■ Work item: Report how many lines in the data include "scale", with the number as the only reply.

■ Data:
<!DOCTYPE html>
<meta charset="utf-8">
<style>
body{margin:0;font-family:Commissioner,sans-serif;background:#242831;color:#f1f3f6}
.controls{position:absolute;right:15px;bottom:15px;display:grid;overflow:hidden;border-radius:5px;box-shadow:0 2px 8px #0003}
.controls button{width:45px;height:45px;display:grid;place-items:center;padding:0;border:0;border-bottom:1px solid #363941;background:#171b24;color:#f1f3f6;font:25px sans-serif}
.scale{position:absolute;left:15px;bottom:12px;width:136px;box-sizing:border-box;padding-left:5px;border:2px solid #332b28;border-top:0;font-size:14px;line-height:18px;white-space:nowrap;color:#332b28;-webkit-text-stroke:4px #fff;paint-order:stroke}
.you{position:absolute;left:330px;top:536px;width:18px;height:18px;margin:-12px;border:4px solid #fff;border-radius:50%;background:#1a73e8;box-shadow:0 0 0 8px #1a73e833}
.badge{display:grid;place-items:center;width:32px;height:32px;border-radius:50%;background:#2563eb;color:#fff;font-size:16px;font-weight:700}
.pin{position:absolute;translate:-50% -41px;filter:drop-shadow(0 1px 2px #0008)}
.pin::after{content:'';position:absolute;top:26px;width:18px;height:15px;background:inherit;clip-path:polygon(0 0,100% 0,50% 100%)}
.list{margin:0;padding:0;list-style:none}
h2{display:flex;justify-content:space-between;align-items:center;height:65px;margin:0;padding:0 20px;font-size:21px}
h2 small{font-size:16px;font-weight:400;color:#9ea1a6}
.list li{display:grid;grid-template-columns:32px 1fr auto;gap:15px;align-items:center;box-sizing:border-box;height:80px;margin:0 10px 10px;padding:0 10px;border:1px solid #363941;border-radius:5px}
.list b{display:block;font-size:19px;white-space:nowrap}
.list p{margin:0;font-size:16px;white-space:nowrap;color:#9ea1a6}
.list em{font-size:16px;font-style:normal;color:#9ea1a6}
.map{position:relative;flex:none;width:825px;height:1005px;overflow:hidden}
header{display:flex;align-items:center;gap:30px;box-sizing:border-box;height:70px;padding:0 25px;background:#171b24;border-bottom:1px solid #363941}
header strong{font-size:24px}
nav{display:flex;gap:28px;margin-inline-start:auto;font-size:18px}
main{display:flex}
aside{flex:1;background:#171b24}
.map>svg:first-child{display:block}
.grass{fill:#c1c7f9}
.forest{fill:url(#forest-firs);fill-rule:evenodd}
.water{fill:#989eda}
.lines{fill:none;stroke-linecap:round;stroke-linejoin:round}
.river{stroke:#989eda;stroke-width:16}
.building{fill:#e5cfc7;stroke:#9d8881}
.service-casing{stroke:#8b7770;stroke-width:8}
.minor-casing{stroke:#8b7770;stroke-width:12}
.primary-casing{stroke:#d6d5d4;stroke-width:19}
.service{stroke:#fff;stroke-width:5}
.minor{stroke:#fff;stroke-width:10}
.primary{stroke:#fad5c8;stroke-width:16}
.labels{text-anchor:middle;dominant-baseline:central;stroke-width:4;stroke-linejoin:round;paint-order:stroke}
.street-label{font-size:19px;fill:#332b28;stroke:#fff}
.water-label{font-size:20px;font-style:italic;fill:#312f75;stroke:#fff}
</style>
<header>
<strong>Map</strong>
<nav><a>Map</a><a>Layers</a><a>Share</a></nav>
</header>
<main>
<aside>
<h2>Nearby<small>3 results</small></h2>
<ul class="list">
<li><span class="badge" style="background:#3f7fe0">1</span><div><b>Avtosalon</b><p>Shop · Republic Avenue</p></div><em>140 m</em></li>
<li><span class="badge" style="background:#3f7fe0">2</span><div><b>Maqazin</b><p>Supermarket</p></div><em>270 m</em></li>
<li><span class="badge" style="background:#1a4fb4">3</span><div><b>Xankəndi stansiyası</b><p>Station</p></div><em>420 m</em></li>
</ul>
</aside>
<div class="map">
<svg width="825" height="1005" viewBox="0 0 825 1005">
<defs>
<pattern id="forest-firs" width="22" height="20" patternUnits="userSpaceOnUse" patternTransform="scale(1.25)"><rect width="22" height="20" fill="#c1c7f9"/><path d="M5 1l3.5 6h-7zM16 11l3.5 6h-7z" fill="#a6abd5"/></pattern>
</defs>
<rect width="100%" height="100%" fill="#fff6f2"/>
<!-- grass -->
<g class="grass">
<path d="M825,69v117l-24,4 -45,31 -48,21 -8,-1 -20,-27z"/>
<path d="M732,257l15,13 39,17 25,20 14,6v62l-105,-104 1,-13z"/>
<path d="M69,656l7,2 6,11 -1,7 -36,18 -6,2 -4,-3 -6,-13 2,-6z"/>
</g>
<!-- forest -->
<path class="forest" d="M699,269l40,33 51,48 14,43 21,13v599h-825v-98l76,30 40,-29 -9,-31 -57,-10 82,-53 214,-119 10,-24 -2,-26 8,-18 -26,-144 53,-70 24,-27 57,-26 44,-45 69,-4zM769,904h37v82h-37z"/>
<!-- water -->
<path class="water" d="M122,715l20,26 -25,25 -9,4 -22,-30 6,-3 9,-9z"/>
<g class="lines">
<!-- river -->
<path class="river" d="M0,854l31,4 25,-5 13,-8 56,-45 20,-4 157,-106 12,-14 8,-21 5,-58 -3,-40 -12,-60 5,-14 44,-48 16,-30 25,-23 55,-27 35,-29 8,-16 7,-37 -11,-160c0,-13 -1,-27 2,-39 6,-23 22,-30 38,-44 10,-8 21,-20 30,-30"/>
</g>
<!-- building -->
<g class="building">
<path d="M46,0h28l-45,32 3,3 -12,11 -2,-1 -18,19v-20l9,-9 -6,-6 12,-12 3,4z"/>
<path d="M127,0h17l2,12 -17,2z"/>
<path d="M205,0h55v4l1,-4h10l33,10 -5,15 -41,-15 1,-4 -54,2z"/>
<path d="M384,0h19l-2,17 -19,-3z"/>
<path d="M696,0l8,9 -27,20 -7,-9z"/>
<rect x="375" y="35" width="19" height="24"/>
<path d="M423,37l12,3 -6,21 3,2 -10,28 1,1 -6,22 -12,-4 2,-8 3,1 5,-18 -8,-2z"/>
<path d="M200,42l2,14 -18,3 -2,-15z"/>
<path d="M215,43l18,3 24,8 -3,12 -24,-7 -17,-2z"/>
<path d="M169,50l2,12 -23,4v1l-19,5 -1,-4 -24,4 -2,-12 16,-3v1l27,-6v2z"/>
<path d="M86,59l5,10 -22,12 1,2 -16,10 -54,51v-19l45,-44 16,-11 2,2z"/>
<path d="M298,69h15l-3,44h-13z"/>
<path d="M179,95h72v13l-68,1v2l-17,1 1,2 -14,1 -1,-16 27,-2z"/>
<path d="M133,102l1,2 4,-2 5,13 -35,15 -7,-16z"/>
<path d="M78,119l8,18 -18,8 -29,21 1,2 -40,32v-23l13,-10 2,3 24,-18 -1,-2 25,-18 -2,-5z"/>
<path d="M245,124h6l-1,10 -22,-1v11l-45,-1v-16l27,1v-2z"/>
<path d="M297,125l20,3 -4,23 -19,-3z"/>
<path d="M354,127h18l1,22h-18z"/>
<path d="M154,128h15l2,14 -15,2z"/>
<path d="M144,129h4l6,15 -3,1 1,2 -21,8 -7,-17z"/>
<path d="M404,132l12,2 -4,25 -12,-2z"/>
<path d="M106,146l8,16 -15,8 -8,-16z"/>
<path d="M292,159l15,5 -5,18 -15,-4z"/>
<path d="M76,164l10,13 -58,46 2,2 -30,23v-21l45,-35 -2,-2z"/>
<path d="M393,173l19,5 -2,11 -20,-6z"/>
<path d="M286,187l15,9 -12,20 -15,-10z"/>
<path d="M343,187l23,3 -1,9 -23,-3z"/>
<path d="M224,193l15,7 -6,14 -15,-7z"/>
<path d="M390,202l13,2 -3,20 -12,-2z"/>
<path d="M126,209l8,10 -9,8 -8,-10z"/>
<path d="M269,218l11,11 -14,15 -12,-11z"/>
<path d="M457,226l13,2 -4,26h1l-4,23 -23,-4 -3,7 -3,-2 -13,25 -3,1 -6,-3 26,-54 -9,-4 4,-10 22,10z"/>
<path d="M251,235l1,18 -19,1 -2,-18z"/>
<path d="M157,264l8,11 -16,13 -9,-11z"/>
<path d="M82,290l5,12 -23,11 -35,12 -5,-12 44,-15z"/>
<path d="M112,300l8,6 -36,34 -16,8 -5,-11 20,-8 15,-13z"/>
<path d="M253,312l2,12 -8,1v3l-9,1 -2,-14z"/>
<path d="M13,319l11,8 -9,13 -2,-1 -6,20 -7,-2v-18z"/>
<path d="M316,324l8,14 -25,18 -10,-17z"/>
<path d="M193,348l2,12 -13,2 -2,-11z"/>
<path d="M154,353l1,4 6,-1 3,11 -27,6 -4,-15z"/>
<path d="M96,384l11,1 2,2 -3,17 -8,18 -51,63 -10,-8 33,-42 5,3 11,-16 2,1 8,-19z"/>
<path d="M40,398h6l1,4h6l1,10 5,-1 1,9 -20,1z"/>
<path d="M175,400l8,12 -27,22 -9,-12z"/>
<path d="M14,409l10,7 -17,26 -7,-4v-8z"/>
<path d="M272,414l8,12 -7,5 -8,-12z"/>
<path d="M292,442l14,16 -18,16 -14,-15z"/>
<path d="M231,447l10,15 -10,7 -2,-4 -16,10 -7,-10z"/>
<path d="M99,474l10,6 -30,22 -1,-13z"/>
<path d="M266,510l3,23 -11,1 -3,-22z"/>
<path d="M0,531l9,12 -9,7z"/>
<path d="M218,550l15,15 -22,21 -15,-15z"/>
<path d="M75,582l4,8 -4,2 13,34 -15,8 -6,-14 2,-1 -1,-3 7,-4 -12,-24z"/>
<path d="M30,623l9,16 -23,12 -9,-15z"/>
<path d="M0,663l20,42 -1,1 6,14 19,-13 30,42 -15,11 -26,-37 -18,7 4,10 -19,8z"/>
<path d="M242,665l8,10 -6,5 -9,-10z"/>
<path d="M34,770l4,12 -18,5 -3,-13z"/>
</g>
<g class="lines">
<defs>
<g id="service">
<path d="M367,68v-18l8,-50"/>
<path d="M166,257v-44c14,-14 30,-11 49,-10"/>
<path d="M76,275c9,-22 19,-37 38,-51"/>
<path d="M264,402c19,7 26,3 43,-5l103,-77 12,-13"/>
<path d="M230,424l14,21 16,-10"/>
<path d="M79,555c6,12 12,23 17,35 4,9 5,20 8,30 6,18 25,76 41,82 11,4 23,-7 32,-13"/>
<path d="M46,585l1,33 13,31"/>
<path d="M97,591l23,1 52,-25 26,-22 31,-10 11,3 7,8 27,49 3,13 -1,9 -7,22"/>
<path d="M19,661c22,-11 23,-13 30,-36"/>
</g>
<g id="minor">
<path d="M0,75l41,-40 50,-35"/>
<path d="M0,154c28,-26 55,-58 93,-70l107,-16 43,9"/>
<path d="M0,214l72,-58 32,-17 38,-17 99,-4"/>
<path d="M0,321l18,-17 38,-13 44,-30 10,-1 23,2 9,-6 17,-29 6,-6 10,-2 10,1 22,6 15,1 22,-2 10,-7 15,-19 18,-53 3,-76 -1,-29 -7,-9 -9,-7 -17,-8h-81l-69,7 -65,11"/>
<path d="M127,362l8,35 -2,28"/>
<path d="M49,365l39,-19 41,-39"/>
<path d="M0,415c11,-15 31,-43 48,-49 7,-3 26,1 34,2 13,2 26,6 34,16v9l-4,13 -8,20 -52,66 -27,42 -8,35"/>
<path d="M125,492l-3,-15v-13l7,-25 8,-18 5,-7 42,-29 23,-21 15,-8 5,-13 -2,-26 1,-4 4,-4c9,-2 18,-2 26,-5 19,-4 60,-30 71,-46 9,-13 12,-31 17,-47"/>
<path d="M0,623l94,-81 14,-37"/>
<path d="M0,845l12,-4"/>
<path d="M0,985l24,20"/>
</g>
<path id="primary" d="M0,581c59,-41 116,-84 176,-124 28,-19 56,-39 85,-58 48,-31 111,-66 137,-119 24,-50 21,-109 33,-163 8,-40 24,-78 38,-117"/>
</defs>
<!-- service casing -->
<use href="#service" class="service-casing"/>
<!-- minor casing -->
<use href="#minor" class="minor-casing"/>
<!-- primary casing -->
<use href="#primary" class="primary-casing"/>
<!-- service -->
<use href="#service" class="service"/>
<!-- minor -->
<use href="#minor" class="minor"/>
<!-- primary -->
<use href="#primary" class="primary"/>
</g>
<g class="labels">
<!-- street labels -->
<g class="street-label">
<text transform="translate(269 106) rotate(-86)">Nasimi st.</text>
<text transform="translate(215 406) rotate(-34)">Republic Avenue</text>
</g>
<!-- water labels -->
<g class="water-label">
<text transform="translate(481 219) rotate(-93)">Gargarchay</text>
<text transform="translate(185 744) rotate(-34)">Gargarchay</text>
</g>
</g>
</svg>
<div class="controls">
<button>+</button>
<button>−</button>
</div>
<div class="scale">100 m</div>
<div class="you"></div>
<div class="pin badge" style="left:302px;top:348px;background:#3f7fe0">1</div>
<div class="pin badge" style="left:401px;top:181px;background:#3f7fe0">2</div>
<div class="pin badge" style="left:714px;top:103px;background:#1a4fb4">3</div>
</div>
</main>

■ Problem solution: 3